Task objective:
Go through the entries and count the lines with the string "feDisplacementMap" in them. Give only that number.
================
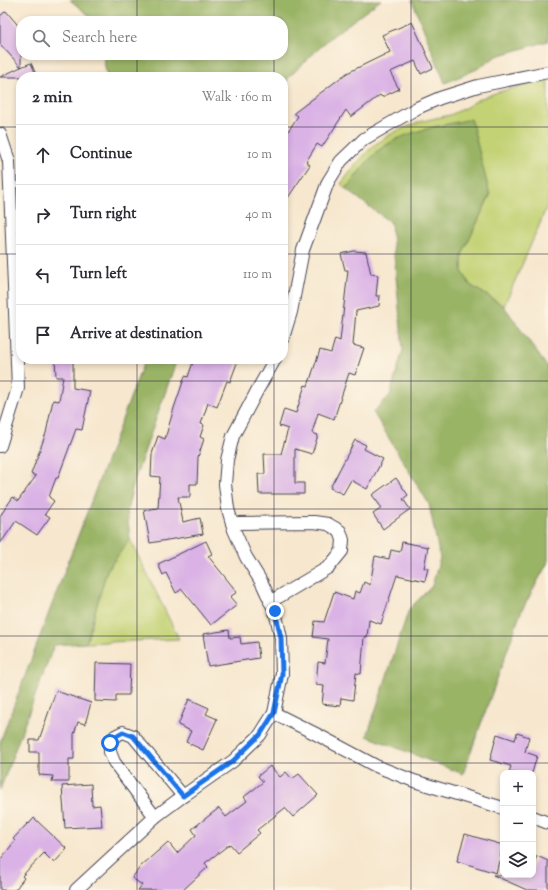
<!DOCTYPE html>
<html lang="en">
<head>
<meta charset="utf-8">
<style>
  :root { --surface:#fff; --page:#f2f2f3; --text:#2b2b33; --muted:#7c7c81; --line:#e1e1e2 }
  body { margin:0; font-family:"Sorts Mill Goudy",serif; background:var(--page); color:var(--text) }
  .controls { position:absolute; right:12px; bottom:12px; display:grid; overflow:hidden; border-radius:8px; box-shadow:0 2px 6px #0003 }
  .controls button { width:36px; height:36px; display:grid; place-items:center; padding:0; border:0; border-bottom:1px solid var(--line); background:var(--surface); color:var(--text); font:20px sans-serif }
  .stop { position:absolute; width:12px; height:12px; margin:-9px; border:3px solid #1a73e8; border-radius:50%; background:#fff }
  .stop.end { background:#1a73e8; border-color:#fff; box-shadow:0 1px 4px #0008 }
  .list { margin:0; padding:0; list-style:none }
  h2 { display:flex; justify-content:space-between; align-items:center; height:52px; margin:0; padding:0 16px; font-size:17px }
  h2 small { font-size:13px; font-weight:400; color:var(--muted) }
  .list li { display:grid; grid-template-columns:26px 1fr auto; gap:12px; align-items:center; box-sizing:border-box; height:60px; padding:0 16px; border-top:1px solid var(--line) }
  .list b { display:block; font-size:15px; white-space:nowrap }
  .list em { font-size:13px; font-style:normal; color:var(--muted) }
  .icon { flex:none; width:22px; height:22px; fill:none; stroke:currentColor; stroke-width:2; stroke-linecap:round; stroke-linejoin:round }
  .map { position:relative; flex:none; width:548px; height:890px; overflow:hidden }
  .search { position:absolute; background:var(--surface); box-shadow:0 2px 6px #0003; left:16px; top:16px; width:272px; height:44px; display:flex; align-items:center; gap:10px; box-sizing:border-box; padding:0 14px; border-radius:16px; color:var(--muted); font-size:15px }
  .panel { position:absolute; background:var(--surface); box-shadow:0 2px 6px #0003; left:16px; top:72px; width:272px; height:292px; border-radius:16px }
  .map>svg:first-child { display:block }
  .green { fill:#c3d274; stroke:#727a58 }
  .forest { fill:#9ab466; stroke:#5e6b50 }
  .building { fill:#dab2e6 }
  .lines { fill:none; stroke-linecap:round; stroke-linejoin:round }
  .minor-casing { stroke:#424051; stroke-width:14 }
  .minor { stroke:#fff; stroke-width:12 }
  .route { stroke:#1a73e8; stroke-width:5 }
  .grid { fill:none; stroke:#22223b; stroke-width:1; stroke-opacity:0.55 }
</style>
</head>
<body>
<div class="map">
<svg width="548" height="890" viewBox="0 0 548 890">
  <rect width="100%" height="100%" fill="#fcf5e5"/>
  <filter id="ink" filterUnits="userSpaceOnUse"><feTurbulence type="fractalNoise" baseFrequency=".025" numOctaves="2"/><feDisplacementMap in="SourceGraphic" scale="8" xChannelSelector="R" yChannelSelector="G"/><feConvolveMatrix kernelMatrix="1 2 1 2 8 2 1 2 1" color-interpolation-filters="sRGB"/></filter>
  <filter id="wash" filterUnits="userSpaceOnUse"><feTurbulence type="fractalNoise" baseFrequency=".012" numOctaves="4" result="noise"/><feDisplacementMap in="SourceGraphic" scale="16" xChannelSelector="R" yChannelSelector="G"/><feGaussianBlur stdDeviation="0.9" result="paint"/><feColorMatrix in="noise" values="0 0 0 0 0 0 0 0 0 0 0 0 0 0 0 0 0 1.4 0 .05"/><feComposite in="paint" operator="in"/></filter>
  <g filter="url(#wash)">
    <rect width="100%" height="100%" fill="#f7e7ce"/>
    <g class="green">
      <path d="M548 80V203L539 226 504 306 470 285 462 271V255L490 195 398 138 380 149 363 167 346 189 341 184 357 163 373 146 394 132 422 121 450 115 465 108 479 99 498 92Z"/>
      <path d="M130 539 179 639 86 643 107 570Z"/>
    </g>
    <g class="forest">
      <path d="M70 0H381L331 37 289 77 283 87V77H107L103 55H283V21H96Z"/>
      <path d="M412 0H548V41L497 56 477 69 445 83Z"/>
      <path d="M471 119 490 195 462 255V271L470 285 504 306 548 368V562L521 612 463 774 367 736 409 609 432 586 440 558 429 504 373 412 390 395 403 350 391 223 346 189C357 175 367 160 381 149 405 130 442 126 471 119Z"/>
      <path d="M145 359H177L133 484 127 511 130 539 107 570 86 643 54 645 0 790V742Z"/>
    </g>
    <g id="blocks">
      <g class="building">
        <path d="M6 11 21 29V67L31 63 37 77H0L21 67 0 44V16Z"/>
        <path d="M412 22 433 68 421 74 415 61 390 72 399 89 382 97 380 95 351 117 346 110 322 147 317 144 306 162 310 165 283 205V139L298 116 294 113 347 73 390 52 382 35Z"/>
        <path d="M354 251 366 252 371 274 378 275 376 296H380L379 306 356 311 353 345 364 348 355 375 349 373 334 419 318 413 312 433 318 435 312 454 295 449V483H304V494H259L258 474H265L264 454H281L288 429 279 426 284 409 296 413 305 385 308 386 320 350 331 353 335 339 340 341 348 270H345L341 254Z"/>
        <path d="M55 359H73V388L90 391 82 430 76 429 58 478H56L49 497 54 501 45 514 50 517 37 535 16 521 0 544V516L13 497 18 501 36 476 31 474 46 433 53 400 59 401 63 377H56Z"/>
        <path d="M194 359H226L237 363 230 382 227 381 217 407 208 403 201 424 204 425 200 437 204 439 198 457 197 484H190V497H178L183 522 200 518 203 534 150 543 144 510 158 508 160 477 151 476 152 454 158 436 165 439 174 408 185 376 188 377Z"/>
        <path d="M355 440 366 445 364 449 383 459 367 489 351 480 343 494 330 488Z"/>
        <path d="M396 478 408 495 403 499 410 509 383 529 373 514 382 508 372 495Z"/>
        <path d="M206 541 212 554 208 556 237 592 230 597 237 605 211 625 182 589 176 593 166 573 163 575 158 564Z"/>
        <path d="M402 542 428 547 424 568H428L425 581 397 575 381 624 369 620 367 637H364L361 674 356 673 353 700 341 698 340 706 322 704 324 686 316 685 318 662 325 663 328 639 313 637 315 621 324 622 334 592 353 599 355 591 360 593 364 582 370 585 375 556 389 559 391 550 400 552Z"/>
        <path d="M229 630 230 638 240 637 241 644 257 642 259 658 208 666 203 634Z"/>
        <path d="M96 663 130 664 129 695H116V702L95 701Z"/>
        <path d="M56 691 91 703 85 724 78 722 74 734V759H69V782H52L53 776 39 775V752H30V740H39Z"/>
        <path d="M189 699 209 708 206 714 217 719 203 750 186 742 191 731 178 725Z"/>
        <path d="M517 733 529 737 525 752 537 756 532 773H509L511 766 490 760 497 734 515 740Z"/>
        <path d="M270 766 280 777 286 772 292 779 299 774 318 795 293 817 285 808 257 830 260 833 237 852 230 844 205 863 208 867 183 890H138L142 885 132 878 141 866 168 842 177 853 196 835 192 829 219 808 226 817 247 801 244 797 263 782 258 776Z"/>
        <path d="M91 784 92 806 100 805 102 826 65 828 62 786Z"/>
        <path d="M34 818 67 849 54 863 44 853 22 876 24 878 15 890H0V860L15 841 13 839 28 823 29 824Z"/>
        <path d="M465 834 503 845 496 873 457 861Z"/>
        <path d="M537 856 548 861V890H527L493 875H533V865Z"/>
      </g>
    </g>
  </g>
  <g filter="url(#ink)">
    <use href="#blocks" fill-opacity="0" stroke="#424051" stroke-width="1"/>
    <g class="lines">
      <g class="minor-casing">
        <g id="minor">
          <path d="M0 134 9 161 18 388 0 446"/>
          <path d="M283 338 291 312 303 250 328 182 341 161 364 139 417 108 440 98 478 86 548 72"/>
          <path d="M232 523 314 522 328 524 340 531 343 540 342 551 329 567 270 602"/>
          <path d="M274 713 316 734 376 766 414 781 503 808"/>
          <path d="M155 817 114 762 110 752V743L115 736 123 732 133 736 183 796"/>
          <path d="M533 817 548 823"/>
          <path d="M76 890 155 817 183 796 233 761 260 735 274 713 282 674 281 638 275 611 262 583 246 557 234 530 228 509 225 484 227 460 233 436 258 389 275 359"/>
        </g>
      </g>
      <use href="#minor" class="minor"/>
    </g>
  </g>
  <g class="lines" filter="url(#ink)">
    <path class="route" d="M110 743 116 736 123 732 133 736 183 796 233 761 260 735 274 713 282 674 281 638 275 611"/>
  </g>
  <path class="grid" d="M137 0V21M274 0V21M411 0V890M137 55V77M274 55V77M0 127H21M283 127H548M0 254H21M283 254H548M137 359V890M274 359V890M0 381H548M0 509H548M0 636H548M0 763H548"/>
</svg>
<div class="controls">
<button>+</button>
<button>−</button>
<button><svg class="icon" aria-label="layers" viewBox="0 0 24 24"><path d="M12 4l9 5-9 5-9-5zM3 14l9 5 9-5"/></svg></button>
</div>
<div class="stop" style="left:110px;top:743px"></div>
<div class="stop end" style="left:275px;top:611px"></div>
<div class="search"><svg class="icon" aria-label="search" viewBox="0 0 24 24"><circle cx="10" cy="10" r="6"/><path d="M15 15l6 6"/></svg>Search here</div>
<section class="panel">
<h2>2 min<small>Walk · 160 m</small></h2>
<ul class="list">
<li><svg class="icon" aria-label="ahead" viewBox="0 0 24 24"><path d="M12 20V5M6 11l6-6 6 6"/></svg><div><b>Continue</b></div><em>10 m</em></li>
<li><svg class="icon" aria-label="right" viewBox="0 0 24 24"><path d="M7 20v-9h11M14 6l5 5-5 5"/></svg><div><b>Turn right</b></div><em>40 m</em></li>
<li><svg class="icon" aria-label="left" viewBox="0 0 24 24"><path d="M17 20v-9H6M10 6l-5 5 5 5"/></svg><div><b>Turn left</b></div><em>110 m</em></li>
<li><svg class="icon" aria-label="arrive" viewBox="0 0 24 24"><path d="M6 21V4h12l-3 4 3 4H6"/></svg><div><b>Arrive at destination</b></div></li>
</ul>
</section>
</div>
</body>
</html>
================
Your solution:
2